[Bounding box coordinate data]

------------------------------------------------------------

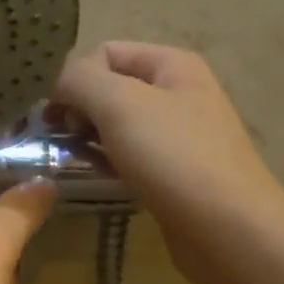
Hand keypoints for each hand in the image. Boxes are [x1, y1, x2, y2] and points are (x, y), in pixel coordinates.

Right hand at [54, 42, 283, 283]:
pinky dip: (108, 164)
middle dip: (78, 109)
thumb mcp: (119, 104)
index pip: (105, 52)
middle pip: (110, 88)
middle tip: (59, 140)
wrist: (228, 230)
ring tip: (72, 162)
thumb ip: (79, 79)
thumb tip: (55, 80)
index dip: (75, 78)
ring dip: (89, 139)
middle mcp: (178, 92)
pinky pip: (130, 156)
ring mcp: (179, 135)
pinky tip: (96, 180)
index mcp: (172, 64)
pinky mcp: (174, 172)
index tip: (56, 115)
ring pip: (117, 125)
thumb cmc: (174, 157)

------------------------------------------------------------

Every line from the one containing "thumb mcp: (119, 104)" to the end of the entries must be set down exactly, with none omitted and none added.

thumb mcp: (119, 104)
index pip: (105, 52)
middle pip: (110, 88)
middle tip: (59, 140)
wrist: (228, 230)
ring tip: (72, 162)
thumb ip: (79, 79)
thumb tip: (55, 80)
index dip: (75, 78)
ring dip: (89, 139)
middle mcp: (178, 92)
pinky pip: (130, 156)
ring mcp: (179, 135)
pinky tip: (96, 180)
index mcp: (172, 64)
pinky mcp: (174, 172)
index tip: (56, 115)
ring pip: (117, 125)
thumb cmc: (174, 157)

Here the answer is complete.